INSTRUCTIONS TO FOLLOW
Scan the lines below and report each one containing "meet" by copying it.

Top of INPUT DATA

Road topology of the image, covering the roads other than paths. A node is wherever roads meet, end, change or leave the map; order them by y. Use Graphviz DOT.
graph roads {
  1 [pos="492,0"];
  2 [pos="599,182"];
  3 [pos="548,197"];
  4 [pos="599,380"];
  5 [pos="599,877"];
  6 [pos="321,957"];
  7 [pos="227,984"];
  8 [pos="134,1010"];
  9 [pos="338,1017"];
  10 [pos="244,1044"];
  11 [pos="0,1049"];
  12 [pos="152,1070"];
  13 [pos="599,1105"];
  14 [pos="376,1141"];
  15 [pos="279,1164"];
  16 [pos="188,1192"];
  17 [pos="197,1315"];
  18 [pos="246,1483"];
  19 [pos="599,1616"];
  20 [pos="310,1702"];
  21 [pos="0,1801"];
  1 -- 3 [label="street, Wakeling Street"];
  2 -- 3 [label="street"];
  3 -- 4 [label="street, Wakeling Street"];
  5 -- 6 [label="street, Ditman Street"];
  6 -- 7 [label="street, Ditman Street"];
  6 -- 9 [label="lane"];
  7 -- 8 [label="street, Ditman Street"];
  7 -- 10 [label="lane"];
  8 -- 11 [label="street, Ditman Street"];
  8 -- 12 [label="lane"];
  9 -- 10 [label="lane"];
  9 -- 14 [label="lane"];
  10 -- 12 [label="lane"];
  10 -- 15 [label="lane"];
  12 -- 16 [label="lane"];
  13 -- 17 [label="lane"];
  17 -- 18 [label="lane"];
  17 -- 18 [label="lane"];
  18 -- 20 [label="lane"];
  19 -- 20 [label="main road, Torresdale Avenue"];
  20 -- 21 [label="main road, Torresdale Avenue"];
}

Bottom of INPUT DATA
Top of INPUT DATA

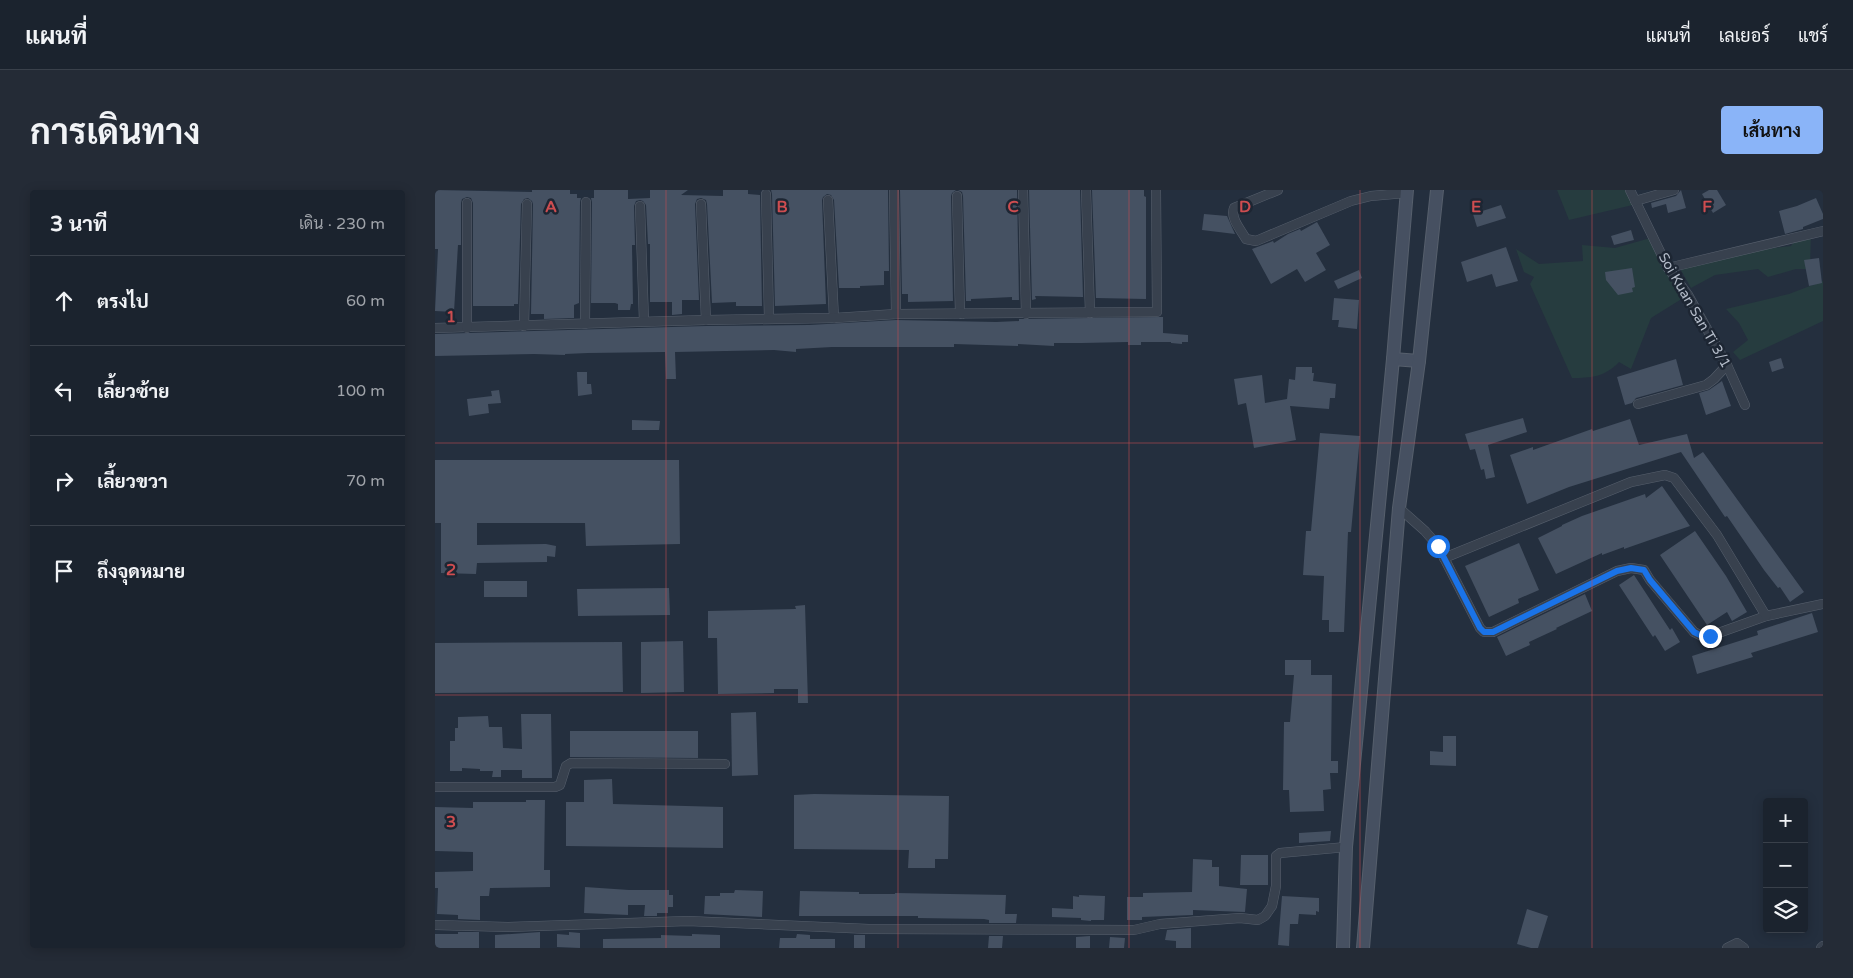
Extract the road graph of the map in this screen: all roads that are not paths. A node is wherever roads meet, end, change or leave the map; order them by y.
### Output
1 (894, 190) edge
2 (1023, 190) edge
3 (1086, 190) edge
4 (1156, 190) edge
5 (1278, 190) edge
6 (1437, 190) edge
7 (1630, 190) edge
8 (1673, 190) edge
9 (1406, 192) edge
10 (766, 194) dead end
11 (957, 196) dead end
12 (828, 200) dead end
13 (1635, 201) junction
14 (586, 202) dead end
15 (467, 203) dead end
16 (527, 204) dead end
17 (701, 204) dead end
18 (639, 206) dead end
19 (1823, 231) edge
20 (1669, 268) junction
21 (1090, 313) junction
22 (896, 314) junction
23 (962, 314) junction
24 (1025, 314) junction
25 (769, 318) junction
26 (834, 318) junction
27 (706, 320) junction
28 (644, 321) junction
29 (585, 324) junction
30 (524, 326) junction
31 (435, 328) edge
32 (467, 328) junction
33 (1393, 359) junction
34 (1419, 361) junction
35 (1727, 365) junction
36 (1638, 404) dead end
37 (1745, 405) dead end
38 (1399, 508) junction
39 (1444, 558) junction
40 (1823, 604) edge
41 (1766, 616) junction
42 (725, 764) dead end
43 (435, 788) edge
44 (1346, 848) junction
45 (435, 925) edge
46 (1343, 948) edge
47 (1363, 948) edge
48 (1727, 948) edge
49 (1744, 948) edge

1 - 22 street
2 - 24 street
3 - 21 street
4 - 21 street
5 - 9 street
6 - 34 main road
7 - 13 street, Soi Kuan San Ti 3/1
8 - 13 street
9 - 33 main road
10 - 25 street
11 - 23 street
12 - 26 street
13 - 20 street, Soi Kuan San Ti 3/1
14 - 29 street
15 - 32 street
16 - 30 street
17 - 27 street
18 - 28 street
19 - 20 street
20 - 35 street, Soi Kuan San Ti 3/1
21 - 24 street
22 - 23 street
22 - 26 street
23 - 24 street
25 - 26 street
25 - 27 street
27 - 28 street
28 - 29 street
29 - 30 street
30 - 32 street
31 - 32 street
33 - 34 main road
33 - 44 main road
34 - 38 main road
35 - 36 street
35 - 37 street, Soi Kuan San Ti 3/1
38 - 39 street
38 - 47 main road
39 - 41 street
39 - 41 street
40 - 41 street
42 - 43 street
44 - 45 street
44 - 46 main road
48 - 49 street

Bottom of INPUT DATA

SOLUTION FOR THIS TASK
Road topology of the image, covering the roads other than paths. A node is wherever roads meet, end, change or leave the map; order them by y. Use Graphviz DOT.
Extract the road graph of the map in this screen: all roads that are not paths. A node is wherever roads meet, end, change or leave the map; order them by y.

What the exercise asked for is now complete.